Doutora em urbanismo, Luciana Marson Fonseca destaca que as mudanças devem levar em consideração a atual realidade do bairro para serem bem-sucedidas. Ela avalia que é preciso investir no diálogo para construir uma saída que contemple os diferentes envolvidos: moradores, frequentadores e comerciantes, muitos com perfil heterogêneo: 

— Não existe uma resposta pronta. Ela tem de ser construída, tem de ser uma coisa coletiva. Caso seja uma saída imposta, há chance de virar um faroeste. 

Enquanto o conflito se alastra, o poder público movimenta-se em ritmo lento. Em 2017, a João Alfredo foi escolhida para se transformar em uma "rua completa" — uma via destinada a receber intervenções no trânsito e no mobiliário urbano com o objetivo de ampliar o espaço para pedestres, reduzir a área destinada aos carros e implantar vegetação e zonas de convívio.
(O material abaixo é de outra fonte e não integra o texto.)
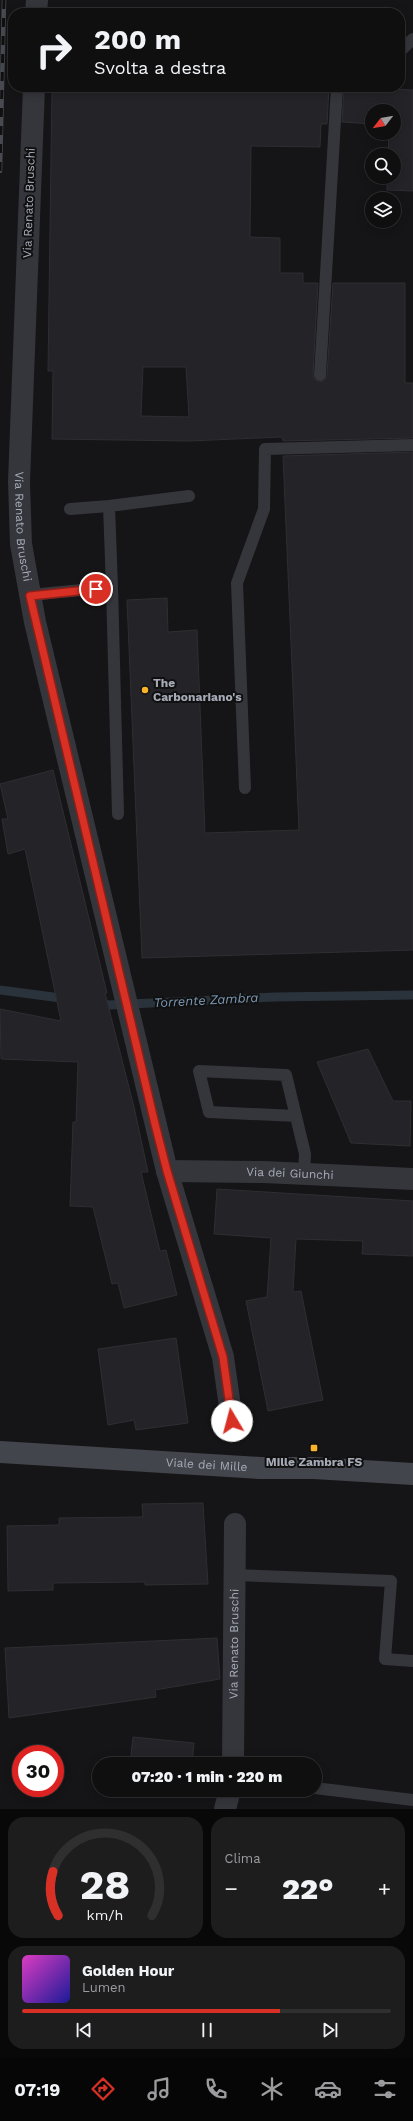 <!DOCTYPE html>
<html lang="it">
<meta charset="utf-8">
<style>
body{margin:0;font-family:"Work Sans",sans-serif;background:#1e1d1e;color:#f1f3f6;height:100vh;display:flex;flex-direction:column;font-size:15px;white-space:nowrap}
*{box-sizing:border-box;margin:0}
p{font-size:13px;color:#9c9c9f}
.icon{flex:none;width:22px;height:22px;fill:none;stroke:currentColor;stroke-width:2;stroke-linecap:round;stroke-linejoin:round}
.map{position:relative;height:1809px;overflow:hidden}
.details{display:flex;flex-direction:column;gap:8px;padding:8px;background:#090809;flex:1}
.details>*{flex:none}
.banner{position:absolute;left:8px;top:8px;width:397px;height:84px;border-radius:16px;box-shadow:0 2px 10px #0003,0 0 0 1px #302f30;background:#100f10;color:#f1f3f6;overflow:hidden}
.needle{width:26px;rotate:239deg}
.controls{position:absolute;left:365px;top:104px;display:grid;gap:8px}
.controls a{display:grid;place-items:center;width:36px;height:36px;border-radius:50%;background:#100f10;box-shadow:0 2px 10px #0003,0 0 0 1px #302f30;font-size:20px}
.speed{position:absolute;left:12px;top:1745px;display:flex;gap:8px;font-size:20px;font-weight:700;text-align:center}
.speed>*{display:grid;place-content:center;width:52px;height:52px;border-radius:50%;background:#100f10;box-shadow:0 2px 10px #0003,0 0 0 1px #302f30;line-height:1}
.speed .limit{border:6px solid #d22;background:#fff;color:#111}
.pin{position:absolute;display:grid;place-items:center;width:34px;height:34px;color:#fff;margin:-17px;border:2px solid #fff;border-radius:50%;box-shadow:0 1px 4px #0007}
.me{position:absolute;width:44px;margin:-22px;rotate:352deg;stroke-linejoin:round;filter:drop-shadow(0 0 3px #0008)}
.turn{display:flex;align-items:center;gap:14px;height:84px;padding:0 20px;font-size:18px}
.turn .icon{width:52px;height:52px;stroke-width:2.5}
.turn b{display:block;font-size:28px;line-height:34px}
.big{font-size:30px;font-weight:800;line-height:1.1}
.details .widget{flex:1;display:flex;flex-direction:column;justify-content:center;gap:6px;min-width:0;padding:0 14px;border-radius:16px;background:#1e1d1e}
.details .dial{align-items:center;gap:0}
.dial svg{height:104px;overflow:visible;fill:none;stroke:#302f30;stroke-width:7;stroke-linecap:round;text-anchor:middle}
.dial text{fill:#f1f3f6;stroke:none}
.song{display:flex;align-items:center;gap:12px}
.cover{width:48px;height:48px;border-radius:6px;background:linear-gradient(135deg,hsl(310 70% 55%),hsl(240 70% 35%))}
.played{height:4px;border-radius:2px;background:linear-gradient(90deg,#d93025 70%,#302f30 70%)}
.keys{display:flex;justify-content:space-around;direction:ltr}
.heat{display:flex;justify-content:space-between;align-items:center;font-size:22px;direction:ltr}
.details .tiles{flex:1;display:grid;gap:8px;grid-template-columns:1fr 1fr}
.widget:last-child{grid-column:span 2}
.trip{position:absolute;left:92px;top:1757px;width:230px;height:40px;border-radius:20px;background:#100f10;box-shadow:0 2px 10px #0003,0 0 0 1px #302f30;font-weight:800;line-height:40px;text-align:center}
.tabs{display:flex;height:64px;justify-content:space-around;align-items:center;background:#060606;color:#9c9c9f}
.tabs .icon{width:28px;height:28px}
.tabs .current{color:#d93025}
.tabs b{font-size:18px;color:#f1f3f6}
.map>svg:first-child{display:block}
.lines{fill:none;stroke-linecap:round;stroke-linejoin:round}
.stream{stroke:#2a333b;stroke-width:9}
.building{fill:#242428;stroke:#2e2e33;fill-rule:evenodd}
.lane{stroke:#35363c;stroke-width:12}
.street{stroke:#35363c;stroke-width:22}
.secondary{stroke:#43454c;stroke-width:22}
.rail-casing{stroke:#484a51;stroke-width:4.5}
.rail{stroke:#101011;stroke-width:3;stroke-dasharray:9;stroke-linecap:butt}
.route-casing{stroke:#8d1f18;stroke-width:10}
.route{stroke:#d93025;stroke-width:7}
.poi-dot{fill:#f9b42a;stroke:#101011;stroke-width:1.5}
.labels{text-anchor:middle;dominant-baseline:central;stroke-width:4;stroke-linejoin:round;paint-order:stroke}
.street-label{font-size:12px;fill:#a6abb7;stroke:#101011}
.poi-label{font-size:12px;font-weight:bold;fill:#a6abb7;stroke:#101011;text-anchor:start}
.water-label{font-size:13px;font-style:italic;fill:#7b99b4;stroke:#101011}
</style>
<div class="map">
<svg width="413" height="1809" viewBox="0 0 413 1809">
<rect width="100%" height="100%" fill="#151416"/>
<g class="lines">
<path class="stream" d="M 0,990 L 68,999
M 97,1003 L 109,1005 L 275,997 L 413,995"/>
</g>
<path class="building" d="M 52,87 L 329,87 L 327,124 L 321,124 L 320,147 L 251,146 L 250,237 L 280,238 L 280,273 L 303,273 L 303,283 L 318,283 L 313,375 L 314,379 L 319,382 L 324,381 L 327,375 L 333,283 L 405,283 L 405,383 L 413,383 L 413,438 L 283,441 L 282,437 L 189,441 L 52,439 L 53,371 L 48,371 ZM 143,367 L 186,367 L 189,417 L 141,416 Z
M 344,87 L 413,90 L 413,191 L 387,190 L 387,177 L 394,177 L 394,155 L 388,155 L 389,133 L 394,133 L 394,111 L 372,111 L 372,124 L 342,122 Z
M 413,452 L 413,950 L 142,958 L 127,600 L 167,598 L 168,632 L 197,630 L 205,833 L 299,830 L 283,456 Z
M 53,770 L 107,993 L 105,993 L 134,1107 L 148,1172 L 141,1172 L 160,1251 L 166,1250 L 177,1295 L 124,1308 L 118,1283 L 112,1284 L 93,1207 L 70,1206 L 73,1122 L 76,1122 L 78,1062 L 1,1059 L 0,1009 L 61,1021 L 25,849 L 8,854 L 2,819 L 8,819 L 0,784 Z
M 368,1049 L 393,1101 L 411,1101 L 410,1146 L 351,1143 L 317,1062 Z
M 217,1189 L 413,1201 L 413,1256 L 362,1254 L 363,1241 L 296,1239 L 293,1292 L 301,1291 L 323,1400 L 268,1411 L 246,1301 L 267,1297 L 271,1238 L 214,1234 Z
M 176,1338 L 188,1423 L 136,1430 L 134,1420 L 108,1425 L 98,1349 Z
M 203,1503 L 208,1584 L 145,1585 L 145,1582 L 53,1583 L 53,1590 L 8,1591 L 7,1526 L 59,1525 L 59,1518 L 143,1517 L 142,1504 Z
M 217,1638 L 220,1679 L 155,1690 L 156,1697 L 9,1718 L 5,1648 Z
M 133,1737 L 194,1743 L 192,1764 L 130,1764 Z"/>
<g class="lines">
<path class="lane" d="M 400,51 L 413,39
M 320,375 L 337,87
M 70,509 L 109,506
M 112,587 L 109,506 L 189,496
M 30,595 L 112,587 L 118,814
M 245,788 L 237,583 L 264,509 L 265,449 L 413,445
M 296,1116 L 209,1112 L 199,1071 L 286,1075 L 305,1154 L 304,1174
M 235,1575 L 391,1581 L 385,1659 L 413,1661
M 315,1788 L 413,1800"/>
<g class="street">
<path d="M 36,13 L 37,0"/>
<path id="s1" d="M 34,87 L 19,482 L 21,544 L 35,622 L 167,1171 L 223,1357 L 232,1421"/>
<path id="s2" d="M 167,1171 L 264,1172 L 413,1179"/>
<path id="s3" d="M 233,1764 L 235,1524"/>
<path d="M 225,1809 L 230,1790"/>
</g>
<path class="secondary" id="s4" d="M 0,1452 L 260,1468 L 314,1468 L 413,1474"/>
<defs>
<path id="rail" d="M 0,171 L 4,0"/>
</defs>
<use href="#rail" class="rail-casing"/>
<use href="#rail" class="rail"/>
</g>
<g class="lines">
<defs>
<path id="route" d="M 96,589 L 30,596 L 155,1124 L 167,1171 L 223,1357 L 232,1421"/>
</defs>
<use href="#route" class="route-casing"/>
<use href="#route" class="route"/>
</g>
<g class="poi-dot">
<circle cx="145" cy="690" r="4"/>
<rect x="310" y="1444" width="8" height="8" rx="2"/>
</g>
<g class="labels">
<g class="street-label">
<text transform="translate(29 203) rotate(-88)">Via Renato Bruschi</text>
<text stroke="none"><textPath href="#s1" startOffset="440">Via Renato Bruschi</textPath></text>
<text stroke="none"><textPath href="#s2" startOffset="123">Via dei Giunchi</textPath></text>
<text stroke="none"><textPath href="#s4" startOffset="207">Viale dei Mille</textPath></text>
<text stroke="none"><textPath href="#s3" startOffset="120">Via Renato Bruschi</textPath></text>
</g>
<g class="poi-label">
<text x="153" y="683">The<tspan x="153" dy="14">Carbonariano's</tspan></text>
<text x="314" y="1462" text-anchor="middle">Mille Zambra FS</text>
</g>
<g class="water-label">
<text transform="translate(206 1000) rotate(-3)">Torrente Zambra</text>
</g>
</g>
</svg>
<div class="controls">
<a><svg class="needle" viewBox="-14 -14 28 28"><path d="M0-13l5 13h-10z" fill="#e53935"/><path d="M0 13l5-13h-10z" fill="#9c9c9f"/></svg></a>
<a><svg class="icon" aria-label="search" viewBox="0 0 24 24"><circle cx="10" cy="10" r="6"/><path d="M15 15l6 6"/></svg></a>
<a><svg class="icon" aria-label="layers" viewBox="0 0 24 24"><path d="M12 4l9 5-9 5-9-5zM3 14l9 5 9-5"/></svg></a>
</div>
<div class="speed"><div class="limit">30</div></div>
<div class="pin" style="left:96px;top:589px;background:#d93025"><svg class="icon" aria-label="arrive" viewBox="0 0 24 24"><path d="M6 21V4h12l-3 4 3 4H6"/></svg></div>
<svg class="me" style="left:232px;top:1421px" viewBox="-20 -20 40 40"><circle r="19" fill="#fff"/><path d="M0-13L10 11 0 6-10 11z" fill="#d93025"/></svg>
<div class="trip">07:20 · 1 min · 220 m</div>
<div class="banner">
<div class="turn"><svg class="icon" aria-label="right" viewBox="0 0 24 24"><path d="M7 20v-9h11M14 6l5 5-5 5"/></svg><div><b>200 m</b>Svolta a destra</div></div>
</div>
</div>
<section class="details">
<div class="tiles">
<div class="widget dial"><svg viewBox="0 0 100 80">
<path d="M14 69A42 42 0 1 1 86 69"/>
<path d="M14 69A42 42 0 0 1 10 35" stroke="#d93025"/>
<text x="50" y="56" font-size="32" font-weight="700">28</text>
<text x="50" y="72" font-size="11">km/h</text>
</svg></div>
<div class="widget"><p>Clima</p>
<div class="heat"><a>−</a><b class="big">22°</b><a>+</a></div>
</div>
<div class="widget">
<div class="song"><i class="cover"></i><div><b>Golden Hour</b><p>Lumen</p></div></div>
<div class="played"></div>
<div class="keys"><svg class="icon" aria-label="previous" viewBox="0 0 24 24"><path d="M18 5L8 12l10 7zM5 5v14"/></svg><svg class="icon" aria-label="pause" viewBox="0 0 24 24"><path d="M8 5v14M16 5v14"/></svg><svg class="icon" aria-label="next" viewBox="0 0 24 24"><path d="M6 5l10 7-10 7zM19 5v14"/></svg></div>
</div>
</div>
</section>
<nav class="tabs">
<b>07:19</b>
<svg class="icon current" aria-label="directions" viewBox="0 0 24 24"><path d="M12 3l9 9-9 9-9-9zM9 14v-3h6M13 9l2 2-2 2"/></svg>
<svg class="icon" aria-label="music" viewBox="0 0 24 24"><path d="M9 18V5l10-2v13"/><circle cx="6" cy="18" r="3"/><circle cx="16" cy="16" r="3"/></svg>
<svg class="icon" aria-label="phone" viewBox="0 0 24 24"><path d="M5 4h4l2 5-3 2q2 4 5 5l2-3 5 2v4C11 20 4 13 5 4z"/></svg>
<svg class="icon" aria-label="climate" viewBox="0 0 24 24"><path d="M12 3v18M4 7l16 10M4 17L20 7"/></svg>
<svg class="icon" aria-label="car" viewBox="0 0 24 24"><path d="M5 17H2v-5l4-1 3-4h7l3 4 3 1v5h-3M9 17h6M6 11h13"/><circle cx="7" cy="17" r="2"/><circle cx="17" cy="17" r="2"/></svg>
<svg class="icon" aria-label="filters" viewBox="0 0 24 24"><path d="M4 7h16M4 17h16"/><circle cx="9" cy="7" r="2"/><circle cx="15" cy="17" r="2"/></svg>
</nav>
Mais de um ano depois, o projeto que prometia converter a via em exemplo de urbanismo e convívio para o resto da cidade ainda não saiu do papel. GaúchaZH pediu informações sobre o status da proposta à EPTC, mas não obteve retorno até a publicação desta reportagem.  

Clima de insegurança intimida frequentadores

Desde o ano passado, a Rua João Alfredo é destino certo para Josiane Barbosa de Oliveira, 38 anos, aos finais de semana. Mas não é pela boemia. Motorista de aplicativos, ela costuma buscar os clientes após as festas. 

Não foi diferente no último sábado. Fazia cerca de meia hora que havia pegado uma menina na saída de uma festa quando recebeu mensagens em um grupo de WhatsApp que reúne outros motoristas avisando do tiroteio na via. 

— Levei a menina e pensei: "não volto mais lá hoje". Pela dificuldade de passar por ali. É perigoso para o motorista e para o pedestre. Batem no carro, e temos de andar porta travada, porque alguns tentam entrar. Gosto de festa também e sei que tem muita gente bacana, mas ali passou do limite — relata. 

A insegurança percebida enquanto motorista veio depois daquela que sentia quando frequentadora, e que desmobilizou a ida a festas na João Alfredo, onde gostava principalmente de acompanhar os blocos de Carnaval. Desconfortável com a movimentação atípica, trocou as saídas na Cidade Baixa por bares no Moinhos de Vento.

O clima de insegurança preocupa comerciantes, que defendem o diálogo como forma de buscar alternativas e preservar a boemia no bairro. 

— O que houve no sábado é uma situação que acontecia nas periferias, onde também não deveria acontecer, e agora está no meio dos comércios, na Cidade Baixa. Não tem saída simples, mas as pessoas não podem se intimidar diante da violência. A gente acredita que dá para recuperar — diz o vice-presidente da Associação dos Comerciantes da Cidade Baixa, Eguer Viana.